**GIVEN DATA:**
====

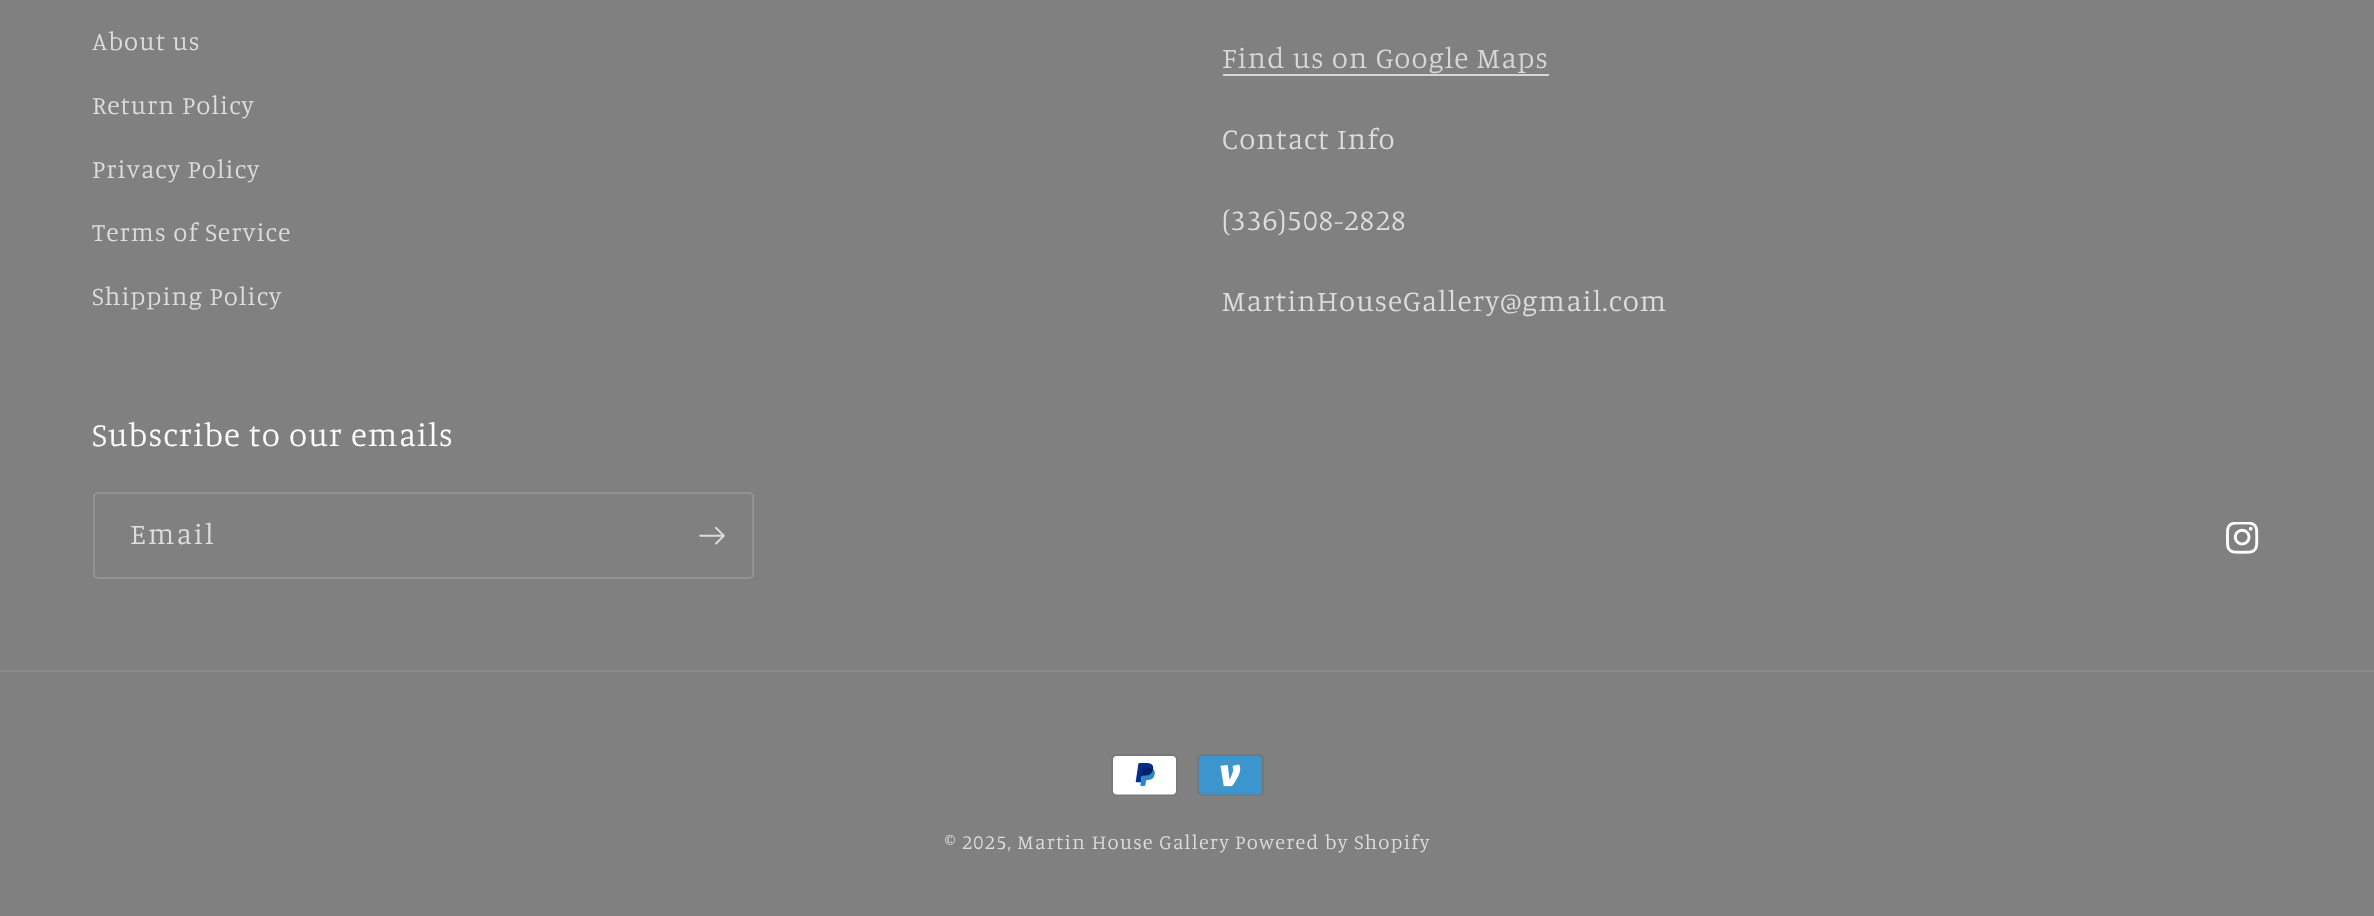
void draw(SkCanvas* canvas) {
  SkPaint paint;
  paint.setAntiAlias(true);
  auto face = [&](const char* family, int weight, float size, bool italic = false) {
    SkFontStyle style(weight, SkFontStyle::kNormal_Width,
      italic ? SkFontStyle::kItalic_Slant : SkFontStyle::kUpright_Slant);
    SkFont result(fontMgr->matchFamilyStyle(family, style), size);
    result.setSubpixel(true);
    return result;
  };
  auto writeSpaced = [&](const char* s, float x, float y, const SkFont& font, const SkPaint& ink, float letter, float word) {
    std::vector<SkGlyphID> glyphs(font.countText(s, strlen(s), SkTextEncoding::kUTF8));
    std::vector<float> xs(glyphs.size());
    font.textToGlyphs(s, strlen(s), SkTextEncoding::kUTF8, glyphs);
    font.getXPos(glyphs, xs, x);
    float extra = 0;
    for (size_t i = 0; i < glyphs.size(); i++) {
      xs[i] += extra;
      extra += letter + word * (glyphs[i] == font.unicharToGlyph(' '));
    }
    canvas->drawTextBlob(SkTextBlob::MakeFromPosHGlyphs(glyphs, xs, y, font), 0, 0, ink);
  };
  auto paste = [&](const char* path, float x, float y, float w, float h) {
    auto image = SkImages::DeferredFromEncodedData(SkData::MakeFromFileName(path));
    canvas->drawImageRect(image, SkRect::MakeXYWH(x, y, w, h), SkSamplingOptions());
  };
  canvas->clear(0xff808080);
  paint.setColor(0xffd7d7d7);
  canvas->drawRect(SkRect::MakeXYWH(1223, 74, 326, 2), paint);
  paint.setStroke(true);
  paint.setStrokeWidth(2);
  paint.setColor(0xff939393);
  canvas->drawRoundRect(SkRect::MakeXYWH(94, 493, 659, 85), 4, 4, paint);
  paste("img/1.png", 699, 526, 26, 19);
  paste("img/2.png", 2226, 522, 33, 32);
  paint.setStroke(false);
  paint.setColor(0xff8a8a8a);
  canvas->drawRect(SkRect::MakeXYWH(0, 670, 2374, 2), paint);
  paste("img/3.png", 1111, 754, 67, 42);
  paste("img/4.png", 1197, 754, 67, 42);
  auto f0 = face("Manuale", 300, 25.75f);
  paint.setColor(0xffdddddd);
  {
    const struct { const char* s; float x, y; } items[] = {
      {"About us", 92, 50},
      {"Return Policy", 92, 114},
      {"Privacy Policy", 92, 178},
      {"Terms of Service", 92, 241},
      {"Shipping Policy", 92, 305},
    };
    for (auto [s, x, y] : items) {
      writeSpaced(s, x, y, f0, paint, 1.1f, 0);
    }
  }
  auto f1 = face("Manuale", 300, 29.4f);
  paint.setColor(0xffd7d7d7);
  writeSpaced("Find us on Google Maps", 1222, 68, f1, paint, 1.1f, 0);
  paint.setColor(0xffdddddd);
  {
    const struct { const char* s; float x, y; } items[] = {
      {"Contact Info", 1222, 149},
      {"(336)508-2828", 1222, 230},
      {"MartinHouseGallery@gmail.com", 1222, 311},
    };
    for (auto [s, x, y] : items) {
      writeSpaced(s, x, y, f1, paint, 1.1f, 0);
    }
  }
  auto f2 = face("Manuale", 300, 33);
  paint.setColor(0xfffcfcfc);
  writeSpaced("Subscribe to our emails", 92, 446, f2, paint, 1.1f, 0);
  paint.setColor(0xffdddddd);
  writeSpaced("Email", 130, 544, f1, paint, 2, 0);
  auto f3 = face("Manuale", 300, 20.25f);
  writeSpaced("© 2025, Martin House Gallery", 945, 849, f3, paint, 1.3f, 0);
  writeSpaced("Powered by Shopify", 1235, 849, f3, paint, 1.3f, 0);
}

====

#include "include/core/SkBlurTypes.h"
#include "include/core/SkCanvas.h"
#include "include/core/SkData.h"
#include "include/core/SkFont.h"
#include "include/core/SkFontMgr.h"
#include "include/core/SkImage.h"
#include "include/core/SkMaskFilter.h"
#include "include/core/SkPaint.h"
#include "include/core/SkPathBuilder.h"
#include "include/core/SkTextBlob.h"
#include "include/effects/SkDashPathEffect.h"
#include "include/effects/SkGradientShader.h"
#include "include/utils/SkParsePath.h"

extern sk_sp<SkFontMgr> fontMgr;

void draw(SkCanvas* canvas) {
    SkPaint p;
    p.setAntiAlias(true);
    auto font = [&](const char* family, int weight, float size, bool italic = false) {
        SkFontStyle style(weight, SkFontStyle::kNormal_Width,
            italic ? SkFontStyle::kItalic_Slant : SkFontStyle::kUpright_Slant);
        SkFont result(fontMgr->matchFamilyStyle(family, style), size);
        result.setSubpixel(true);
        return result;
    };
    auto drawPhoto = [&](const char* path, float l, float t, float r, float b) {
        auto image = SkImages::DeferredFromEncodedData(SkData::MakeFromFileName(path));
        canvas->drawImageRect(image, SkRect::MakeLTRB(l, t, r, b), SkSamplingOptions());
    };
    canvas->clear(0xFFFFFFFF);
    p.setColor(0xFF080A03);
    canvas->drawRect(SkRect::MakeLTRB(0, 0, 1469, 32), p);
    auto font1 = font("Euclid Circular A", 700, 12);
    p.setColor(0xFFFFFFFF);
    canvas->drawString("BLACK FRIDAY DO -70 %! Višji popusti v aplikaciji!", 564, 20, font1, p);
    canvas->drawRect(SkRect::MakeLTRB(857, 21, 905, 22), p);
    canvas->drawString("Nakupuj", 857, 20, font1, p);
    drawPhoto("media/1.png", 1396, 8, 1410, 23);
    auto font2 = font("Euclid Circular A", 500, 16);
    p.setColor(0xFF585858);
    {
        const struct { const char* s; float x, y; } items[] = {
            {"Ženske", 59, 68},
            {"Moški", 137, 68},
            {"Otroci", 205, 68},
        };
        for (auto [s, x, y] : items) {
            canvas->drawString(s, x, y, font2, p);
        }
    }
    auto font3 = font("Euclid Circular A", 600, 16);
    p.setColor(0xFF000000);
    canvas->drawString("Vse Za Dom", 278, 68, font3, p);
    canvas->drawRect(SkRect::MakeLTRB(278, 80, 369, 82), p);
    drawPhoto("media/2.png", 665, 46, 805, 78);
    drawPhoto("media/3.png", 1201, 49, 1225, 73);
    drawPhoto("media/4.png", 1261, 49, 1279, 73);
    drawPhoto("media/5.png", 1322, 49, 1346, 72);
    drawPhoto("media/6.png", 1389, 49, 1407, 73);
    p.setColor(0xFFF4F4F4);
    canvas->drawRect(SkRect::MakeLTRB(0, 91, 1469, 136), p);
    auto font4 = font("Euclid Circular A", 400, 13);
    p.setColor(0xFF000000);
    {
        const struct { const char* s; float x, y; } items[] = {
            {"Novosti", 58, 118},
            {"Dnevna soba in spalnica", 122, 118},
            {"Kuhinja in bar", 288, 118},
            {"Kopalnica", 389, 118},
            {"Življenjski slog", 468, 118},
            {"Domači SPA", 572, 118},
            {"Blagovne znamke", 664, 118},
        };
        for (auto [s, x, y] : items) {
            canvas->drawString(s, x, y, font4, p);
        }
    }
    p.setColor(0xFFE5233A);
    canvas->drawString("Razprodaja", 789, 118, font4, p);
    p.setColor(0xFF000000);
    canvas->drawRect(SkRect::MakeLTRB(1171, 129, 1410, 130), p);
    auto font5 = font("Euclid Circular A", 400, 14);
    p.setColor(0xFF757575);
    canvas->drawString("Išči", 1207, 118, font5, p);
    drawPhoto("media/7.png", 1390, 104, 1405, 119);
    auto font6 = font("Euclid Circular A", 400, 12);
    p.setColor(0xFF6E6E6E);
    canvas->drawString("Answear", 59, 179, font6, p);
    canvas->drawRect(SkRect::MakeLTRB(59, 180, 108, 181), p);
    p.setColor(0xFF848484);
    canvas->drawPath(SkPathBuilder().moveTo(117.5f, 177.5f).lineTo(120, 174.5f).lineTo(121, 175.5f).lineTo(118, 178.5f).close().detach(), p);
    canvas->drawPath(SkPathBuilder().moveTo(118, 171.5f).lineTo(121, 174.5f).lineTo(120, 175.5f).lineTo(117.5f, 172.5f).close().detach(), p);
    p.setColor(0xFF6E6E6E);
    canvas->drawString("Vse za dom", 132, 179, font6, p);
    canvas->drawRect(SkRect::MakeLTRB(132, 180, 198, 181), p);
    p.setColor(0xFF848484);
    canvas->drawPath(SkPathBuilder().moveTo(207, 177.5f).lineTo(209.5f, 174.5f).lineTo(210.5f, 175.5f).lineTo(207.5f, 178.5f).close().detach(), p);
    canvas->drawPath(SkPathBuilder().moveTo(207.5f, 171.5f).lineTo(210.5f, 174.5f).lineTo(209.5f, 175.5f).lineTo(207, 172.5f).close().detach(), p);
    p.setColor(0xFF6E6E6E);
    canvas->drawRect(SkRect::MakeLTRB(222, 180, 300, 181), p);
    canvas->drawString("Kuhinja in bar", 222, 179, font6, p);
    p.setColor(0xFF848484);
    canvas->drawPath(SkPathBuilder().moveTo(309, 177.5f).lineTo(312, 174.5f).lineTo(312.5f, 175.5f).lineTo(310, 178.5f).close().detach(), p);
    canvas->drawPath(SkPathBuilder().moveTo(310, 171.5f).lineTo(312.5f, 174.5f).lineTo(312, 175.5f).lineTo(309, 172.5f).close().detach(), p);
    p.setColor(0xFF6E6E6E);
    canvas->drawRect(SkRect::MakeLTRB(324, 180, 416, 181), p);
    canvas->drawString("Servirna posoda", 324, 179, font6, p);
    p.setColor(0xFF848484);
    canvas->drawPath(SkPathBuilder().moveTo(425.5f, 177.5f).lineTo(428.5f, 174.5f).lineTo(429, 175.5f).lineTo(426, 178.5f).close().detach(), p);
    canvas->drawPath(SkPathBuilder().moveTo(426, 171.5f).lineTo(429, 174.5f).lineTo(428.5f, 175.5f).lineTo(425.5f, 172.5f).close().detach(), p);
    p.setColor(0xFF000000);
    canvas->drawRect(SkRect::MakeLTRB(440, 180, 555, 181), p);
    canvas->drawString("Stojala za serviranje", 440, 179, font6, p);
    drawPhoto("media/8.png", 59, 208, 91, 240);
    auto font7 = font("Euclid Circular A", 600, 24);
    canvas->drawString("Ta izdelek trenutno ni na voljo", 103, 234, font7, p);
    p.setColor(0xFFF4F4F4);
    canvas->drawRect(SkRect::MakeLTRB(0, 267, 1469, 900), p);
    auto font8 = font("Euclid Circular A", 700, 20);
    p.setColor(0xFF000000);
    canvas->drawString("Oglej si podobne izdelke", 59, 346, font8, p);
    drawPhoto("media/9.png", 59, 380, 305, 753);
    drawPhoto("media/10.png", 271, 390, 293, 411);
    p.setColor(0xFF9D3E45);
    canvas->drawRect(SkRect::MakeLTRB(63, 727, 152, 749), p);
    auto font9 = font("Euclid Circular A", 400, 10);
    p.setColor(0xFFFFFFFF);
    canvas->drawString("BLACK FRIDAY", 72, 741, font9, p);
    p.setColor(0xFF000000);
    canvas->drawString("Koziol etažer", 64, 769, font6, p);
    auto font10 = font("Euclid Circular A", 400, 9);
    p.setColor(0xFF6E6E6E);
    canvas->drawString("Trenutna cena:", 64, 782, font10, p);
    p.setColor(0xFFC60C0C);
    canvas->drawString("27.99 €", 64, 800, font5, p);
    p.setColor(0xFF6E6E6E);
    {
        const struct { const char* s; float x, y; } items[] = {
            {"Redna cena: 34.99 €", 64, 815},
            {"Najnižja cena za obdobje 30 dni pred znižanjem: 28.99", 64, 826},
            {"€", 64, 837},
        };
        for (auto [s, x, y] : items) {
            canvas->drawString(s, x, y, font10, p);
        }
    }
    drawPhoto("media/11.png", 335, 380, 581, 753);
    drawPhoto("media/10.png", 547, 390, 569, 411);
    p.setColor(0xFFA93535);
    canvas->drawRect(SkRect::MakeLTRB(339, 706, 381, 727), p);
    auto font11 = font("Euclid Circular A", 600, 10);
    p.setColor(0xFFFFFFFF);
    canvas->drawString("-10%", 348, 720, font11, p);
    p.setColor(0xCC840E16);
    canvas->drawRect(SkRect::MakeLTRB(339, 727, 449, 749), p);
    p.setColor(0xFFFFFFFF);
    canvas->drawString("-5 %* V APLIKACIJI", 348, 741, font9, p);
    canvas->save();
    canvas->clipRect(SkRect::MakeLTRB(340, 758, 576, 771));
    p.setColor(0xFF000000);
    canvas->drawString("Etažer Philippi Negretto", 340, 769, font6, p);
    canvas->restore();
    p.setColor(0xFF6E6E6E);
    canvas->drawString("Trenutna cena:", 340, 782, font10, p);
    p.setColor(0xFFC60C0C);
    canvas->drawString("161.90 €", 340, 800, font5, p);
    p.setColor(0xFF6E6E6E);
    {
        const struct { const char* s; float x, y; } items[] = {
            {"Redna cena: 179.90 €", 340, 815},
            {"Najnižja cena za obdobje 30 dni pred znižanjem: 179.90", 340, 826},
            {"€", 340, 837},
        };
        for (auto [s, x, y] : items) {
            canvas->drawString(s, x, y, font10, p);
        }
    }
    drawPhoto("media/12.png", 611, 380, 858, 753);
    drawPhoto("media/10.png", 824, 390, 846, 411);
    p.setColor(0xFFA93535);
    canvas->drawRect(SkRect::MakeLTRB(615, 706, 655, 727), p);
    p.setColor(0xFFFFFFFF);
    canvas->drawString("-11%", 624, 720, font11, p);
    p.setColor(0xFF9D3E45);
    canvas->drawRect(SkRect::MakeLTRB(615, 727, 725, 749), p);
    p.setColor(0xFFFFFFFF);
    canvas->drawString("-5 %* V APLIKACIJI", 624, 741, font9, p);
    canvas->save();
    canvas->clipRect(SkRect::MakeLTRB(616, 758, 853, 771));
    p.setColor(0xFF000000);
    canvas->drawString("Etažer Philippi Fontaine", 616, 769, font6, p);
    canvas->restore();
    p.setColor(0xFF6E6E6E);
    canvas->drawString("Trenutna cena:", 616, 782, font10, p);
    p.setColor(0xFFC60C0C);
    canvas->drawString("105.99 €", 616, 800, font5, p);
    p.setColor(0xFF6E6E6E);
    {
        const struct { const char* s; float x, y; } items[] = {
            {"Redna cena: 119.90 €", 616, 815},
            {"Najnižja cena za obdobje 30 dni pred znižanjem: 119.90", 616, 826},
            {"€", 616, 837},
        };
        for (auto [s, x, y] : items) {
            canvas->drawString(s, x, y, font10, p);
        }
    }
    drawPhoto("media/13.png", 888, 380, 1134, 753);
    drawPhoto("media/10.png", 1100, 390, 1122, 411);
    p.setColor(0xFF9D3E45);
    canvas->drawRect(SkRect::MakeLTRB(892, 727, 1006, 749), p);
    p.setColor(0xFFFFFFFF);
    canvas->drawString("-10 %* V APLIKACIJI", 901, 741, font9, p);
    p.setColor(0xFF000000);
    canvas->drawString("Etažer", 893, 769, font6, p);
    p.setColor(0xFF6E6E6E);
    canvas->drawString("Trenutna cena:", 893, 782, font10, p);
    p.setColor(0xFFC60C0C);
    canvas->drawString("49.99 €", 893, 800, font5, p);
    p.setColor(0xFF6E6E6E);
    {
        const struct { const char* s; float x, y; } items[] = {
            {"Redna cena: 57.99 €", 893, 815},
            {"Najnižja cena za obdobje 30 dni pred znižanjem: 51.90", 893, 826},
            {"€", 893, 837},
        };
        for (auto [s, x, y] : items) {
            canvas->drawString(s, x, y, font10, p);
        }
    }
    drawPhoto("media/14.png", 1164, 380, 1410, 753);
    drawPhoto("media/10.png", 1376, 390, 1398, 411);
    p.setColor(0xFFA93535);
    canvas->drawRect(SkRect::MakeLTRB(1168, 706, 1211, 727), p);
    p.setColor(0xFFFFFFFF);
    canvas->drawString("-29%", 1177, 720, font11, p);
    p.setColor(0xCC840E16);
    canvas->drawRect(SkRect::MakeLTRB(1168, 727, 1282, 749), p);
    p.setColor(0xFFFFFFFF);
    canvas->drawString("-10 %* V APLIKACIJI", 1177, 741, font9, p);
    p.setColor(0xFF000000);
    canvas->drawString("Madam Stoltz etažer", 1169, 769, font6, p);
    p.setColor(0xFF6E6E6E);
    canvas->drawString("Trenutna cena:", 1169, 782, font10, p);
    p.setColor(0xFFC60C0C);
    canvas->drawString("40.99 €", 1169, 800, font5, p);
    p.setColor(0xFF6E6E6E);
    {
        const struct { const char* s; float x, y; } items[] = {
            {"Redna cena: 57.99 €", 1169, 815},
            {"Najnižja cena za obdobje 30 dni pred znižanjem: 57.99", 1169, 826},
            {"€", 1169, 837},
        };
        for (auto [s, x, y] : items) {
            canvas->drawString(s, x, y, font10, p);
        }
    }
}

====

From the listing above, copy every line where the string "DeferredFromEncodedData" is found.

    auto image = SkImages::DeferredFromEncodedData(SkData::MakeFromFileName(path));
        auto image = SkImages::DeferredFromEncodedData(SkData::MakeFromFileName(path));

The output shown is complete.